One of Hawaii's premium resorts, the Maui Prince, located in the pristine Makena-Wailea side of the island, is facing foreclosure as a joint venture between a local developer and Morgan Stanley missed a nearly 200 million payment to Wells Fargo in the last few days. This is a stunning situation, given the scope of the potential can of worms that's about to be opened if the foreclosure isn't forestalled.

The hotel was owned by Japan's Prince group since 1986, when it was built. Morgan Stanley and a local development group bought it for $575 million near the top of the market, and have struggled ever since. We were at the hotel earlier this year and filed a "Tales from the Road" report in this pace noting how the island's economy seemed to be very sedate compared to most other times we had visited.

Some 380 jobs are in danger, although a report from KMGB9.com says that the hotel will stay open and that the employees are being rehired for now. So who's on the hook for now? According to The Wall Street Journal: "Mortgage-holders led by Wells Fargo Bank sued last week to foreclose on the 310-room resort, following the owners' failure to pay the resort's $192.5 million mortgage when it came due in July. The foreclosure threatens to wipe out the $227.5 million in mezzanine debt held by a UBS fund and the $250 million in equity that Morgan Stanley and its partners put into the property."

Yet, the situation is Maui, sensational to be sure, is not isolated, as commercial real estate is likely to be the next trouble spot in the global economy's boom and bust cycle. On 8-31, the Wall Street Journal reported that "Federal Reserve and Treasury officials are scrambling to prevent the commercial-real-estate sector from delivering a roundhouse punch to the U.S. economy just as it struggles to get up off the mat."

The Fed is worried about "surge in foreclosures of commercial property carrying mortgages that were packaged and sold by Wall Street as bonds." In other words, the same thing that happened in residential mortgages could be about to develop in commercial real estate as mortgage holders miss payments and the buck gets passed onto the banks who get nothing and start foreclosure proceedings.

According to the Journal, there are about $700 billion of commercial mortages that may be at risk if the situation begins to cascade. That means that the "for rent" and "for lease" signs at your local strip mall may be replaced by something else, empty buildings that gather moss as tenants and landlords evacuate the premises under less than friendly circumstances.
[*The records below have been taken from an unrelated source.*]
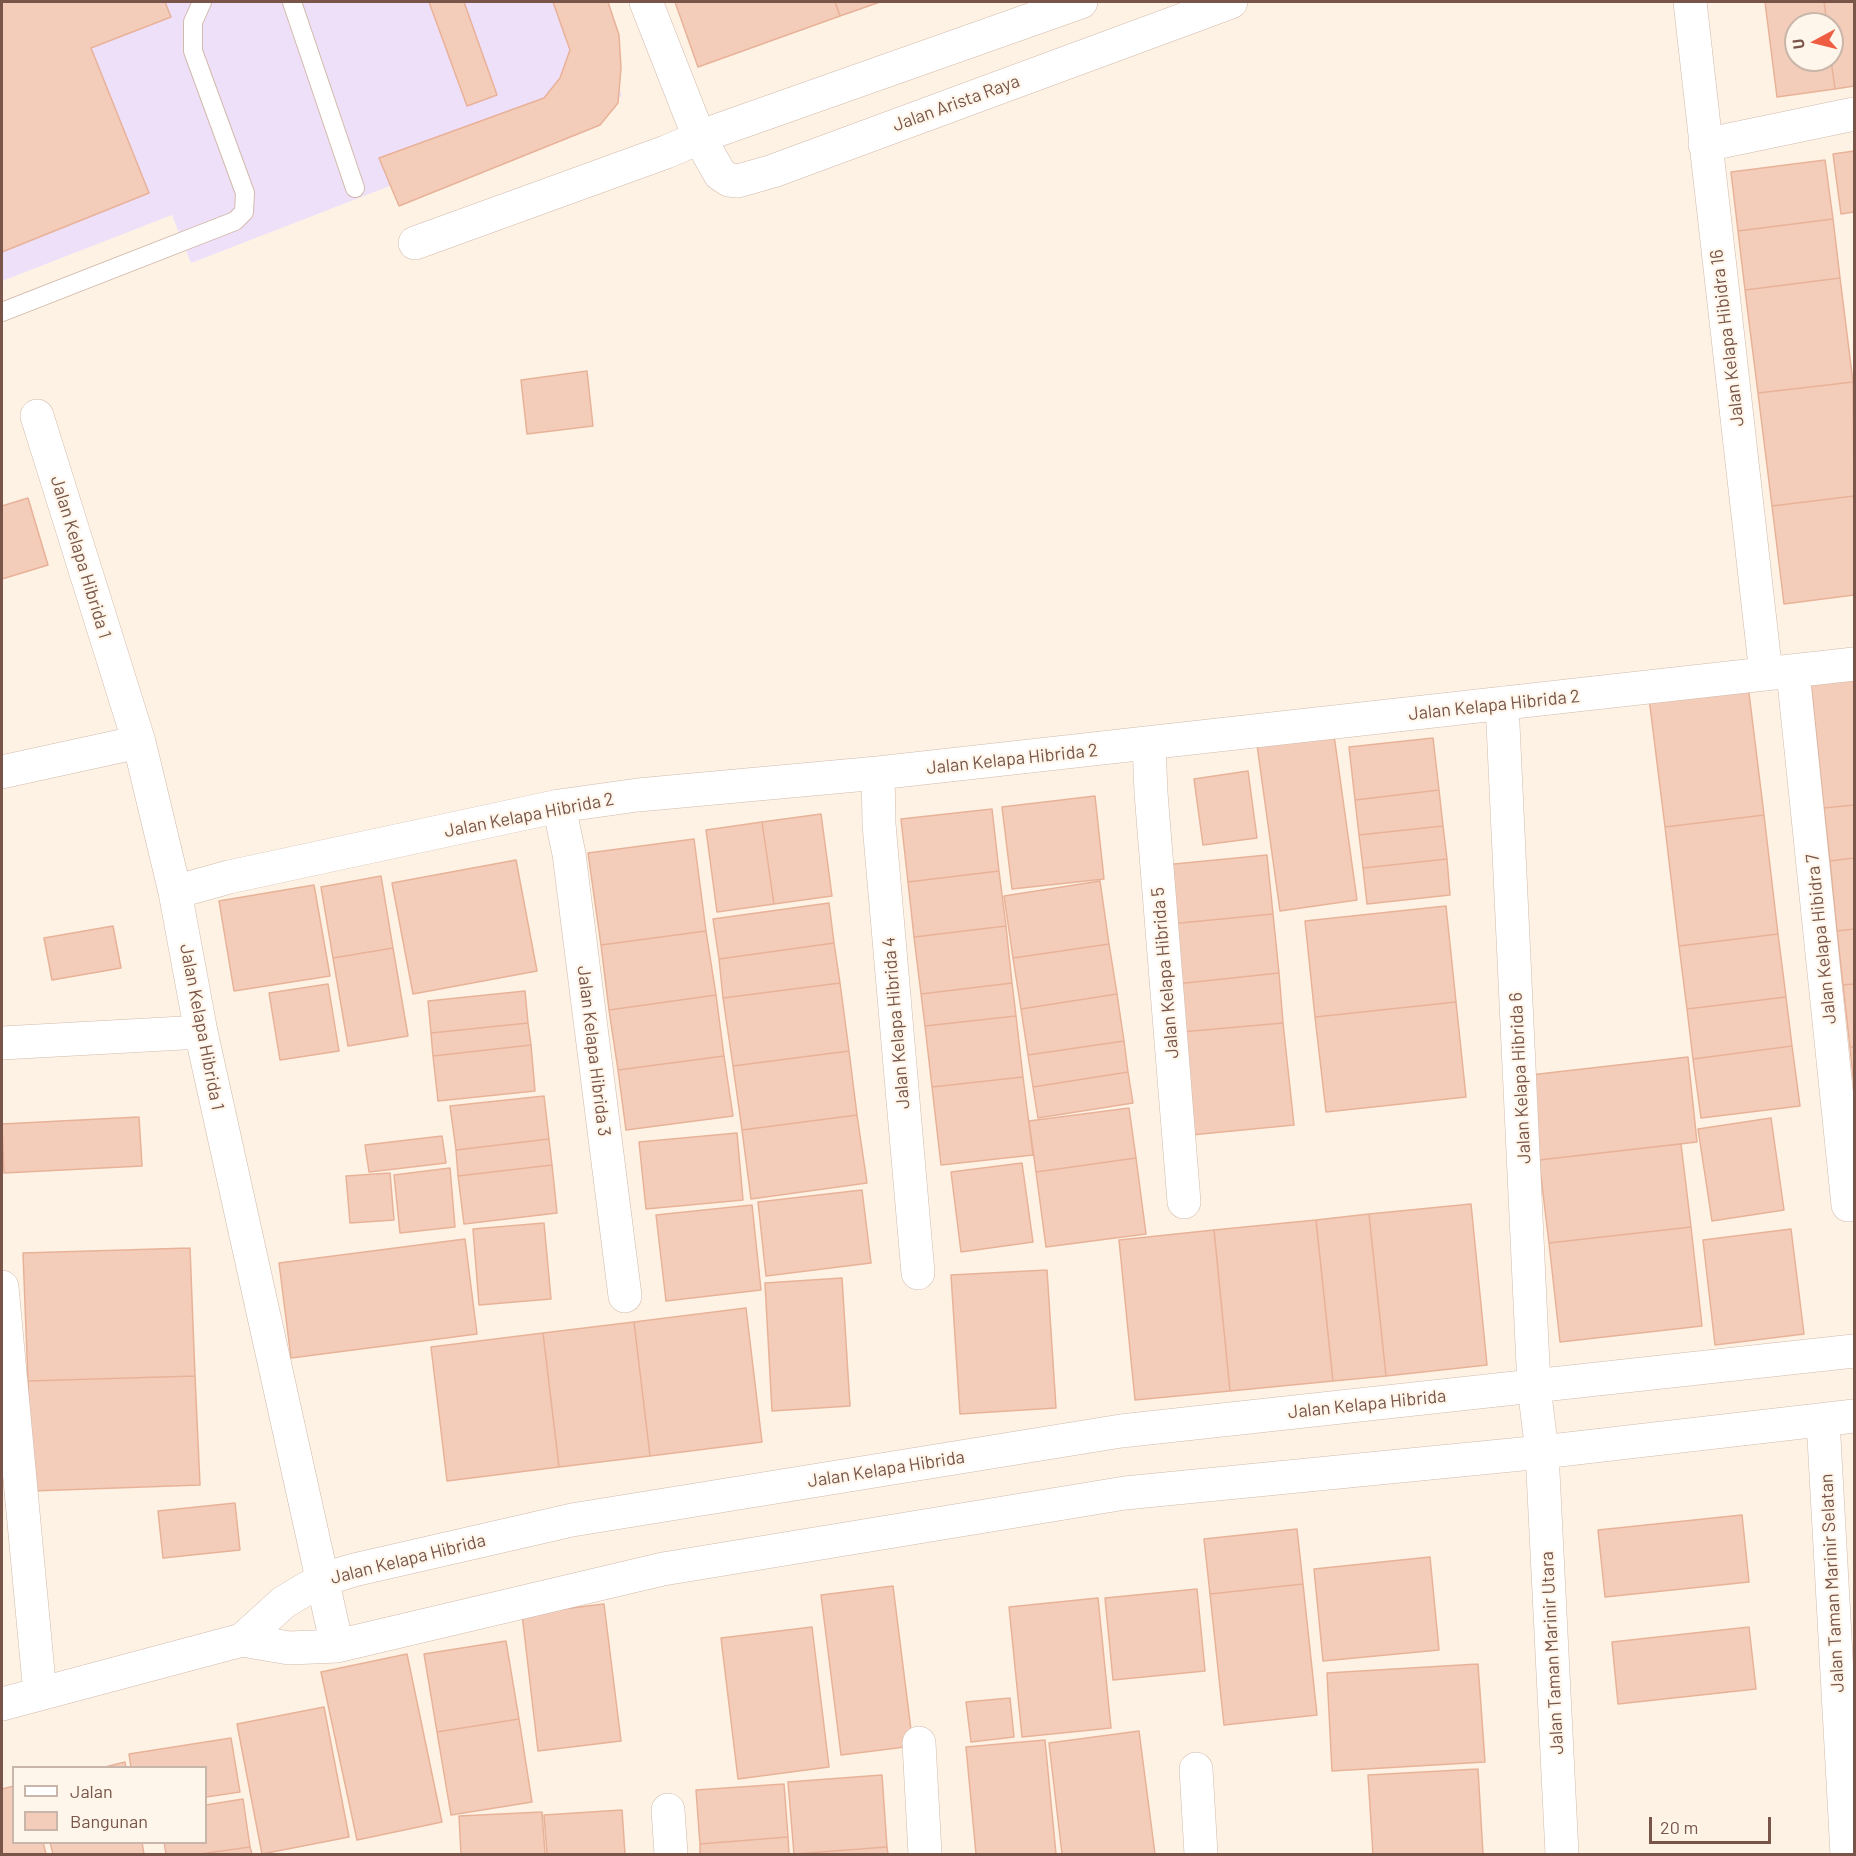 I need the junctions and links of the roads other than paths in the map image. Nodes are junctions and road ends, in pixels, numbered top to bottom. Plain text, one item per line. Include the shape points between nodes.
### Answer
1 (202, 2) edge
2 (292, 2) edge
3 (646, 2) edge
4 (1081, 2) edge
5 (1232, 2) edge
6 (1690, 2) edge
7 (1854, 114) edge
8 (699, 137) junction
9 (1705, 145) junction
10 (355, 188) dead end
11 (415, 243) dead end
12 (2, 312) edge
13 (37, 417) dead end
14 (1854, 664) edge
15 (1780, 673) junction
16 (1502, 703) junction
17 (139, 742) junction
18 (1149, 744) junction
19 (3, 769) edge
20 (878, 773) junction
21 (559, 806) junction
22 (175, 891) junction
23 (201, 1032) junction
24 (2, 1043) edge
25 (1184, 1202) dead end
26 (1848, 1205) dead end
27 (918, 1273) dead end
28 (625, 1296) dead end
29 (3, 1305) edge
30 (1854, 1351) edge
31 (1534, 1387) junction
32 (1839, 1418) edge
33 (1542, 1452) junction
34 (321, 1580) junction
35 (242, 1640) junction
36 (337, 1646) junction
37 (40, 1694) junction
38 (2, 1704) edge
39 (920, 1743) dead end
40 (1196, 1769) dead end
41 (668, 1810) dead end
42 (671, 1854) edge
43 (925, 1854) edge
44 (1201, 1854) edge
45 (1562, 1854) edge
46 (1847, 1854) edge

1 - 12 lane via 194,22 193,51 245,193 244,212 236,221
2 - 10 lane
3 - 8 street, Jalan Arista Raya
4 - 8 street
5 - 8 street, Jalan Arista Raya via 738,181 720,174
6 - 9 street, Jalan Kelapa Hibidra 16
7 - 9 street
8 - 11 street
9 - 15 street, Jalan Kelapa Hibidra 16
13 - 17 street, Jalan Kelapa Hibrida 1
14 - 15 street, Jalan Kelapa Hibrida 2
15 - 16 street, Jalan Kelapa Hibrida 2
15 - 26 street, Jalan Kelapa Hibidra 7
16 - 18 street, Jalan Kelapa Hibrida 2
16 - 31 street, Jalan Kelapa Hibrida 6
17 - 19 street
17 - 22 street, Jalan Kelapa Hibrida 1
18 - 20 street, Jalan Kelapa Hibrida 2
18 - 25 street, Jalan Kelapa Hibrida 5
20 - 21 street, Jalan Kelapa Hibrida 2
20 - 27 street, Jalan Kelapa Hibrida 4 via 879,824
21 - 22 street, Jalan Kelapa Hibrida 2
21 - 28 street, Jalan Kelapa Hibrida 3 via 569,854
22 - 23 street, Jalan Kelapa Hibrida 1
23 - 24 street
23 - 34 street, Jalan Kelapa Hibrida 1
29 - 37 street
30 - 31 street, Jalan Kelapa Hibrida
31 - 33 street, Jalan Kelapa Hibrida 6
31 - 34 street, Jalan Kelapa Hibrida via 1121,1431 572,1520
32 - 33 street
32 - 46 street, Jalan Taman Marinir Selatan
33 - 36 street via 1114,1495 663,1569
33 - 45 street, Jalan Taman Marinir Utara
34 - 35 street, Jalan Kelapa Hibrida via 284,1602
34 - 36 street, Jalan Kelapa Hibrida 1
35 - 36 street via 289,1648
35 - 37 street
37 - 38 street
39 - 43 street
40 - 44 street
41 - 42 street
There are two reasons for this. One is that lenders made bad loans, assuming that the boom would continue. The other is that "is coming from the inability of property owners to refinance loans bundled into CMBS when these loans mature. By the end of 2012, some $153 billion in loans that make up CMBS are coming due, and close to $100 billion of that will face difficulty getting refinanced, according to Deutsche Bank."

And here's where things get very sticky. According to The Journal: "Even though the cash flows of these properties are enough to pay interest and principal on the debt, their values have fallen so far that borrowers won't be able to extend existing mortgages or replace them with new debt. That means losses not only to the property owners but also to those who bought CMBS (commercial mortgage backed securities) -- including hedge funds, pension funds, mutual funds and other financial institutions -- thus exacerbating the economic downturn.

And if you add the differential is tax liabilities when these loans are not negotiated, or the property is sold at a loss, things get compounded even further. And things are starting to happen fairly fast. According to The Journal: "Realpoint found that 281 CMBS loans valued at $6.3 billion weren't able to refinance when they matured in the past three months, even though 173 such loans worth $5.1 billion were throwing off more than enough cash to service their debt."

So far, all we've talked about is what could happen, and how much money there is to lose in Commercial Mortgage Backed Securities. According to the Journal, the combination of property value declines and scarce credit could throw another trillion dollars into the loss pot. This would happen as defaults rise, triggering "losses (that) would be at least as large as those on loans originated and bundled into commercial-mortgage-backed securities, or CMBS, from 2005 and 2008."

Are you looking for a kicker? Try this. According to The Journal: "In contrast to home loans – the majority of which were made by only 10 or so giant institutions – thousands of small and regional banks loaded up on commercial property debt. As a result, commercial real estate troubles would be even more widespread among the financial system than the housing woes. At the present, more than 3,000 banks and savings institutions have more than 300% of their risk-based capital in commercial real-estate loans."

Conclusion

We started with a story about a plush resort held up by a bad deal that has imploded. But the real story is about the precarious state of commercial real estate where weird loans and bad securitization of crazy debt may be set to implode.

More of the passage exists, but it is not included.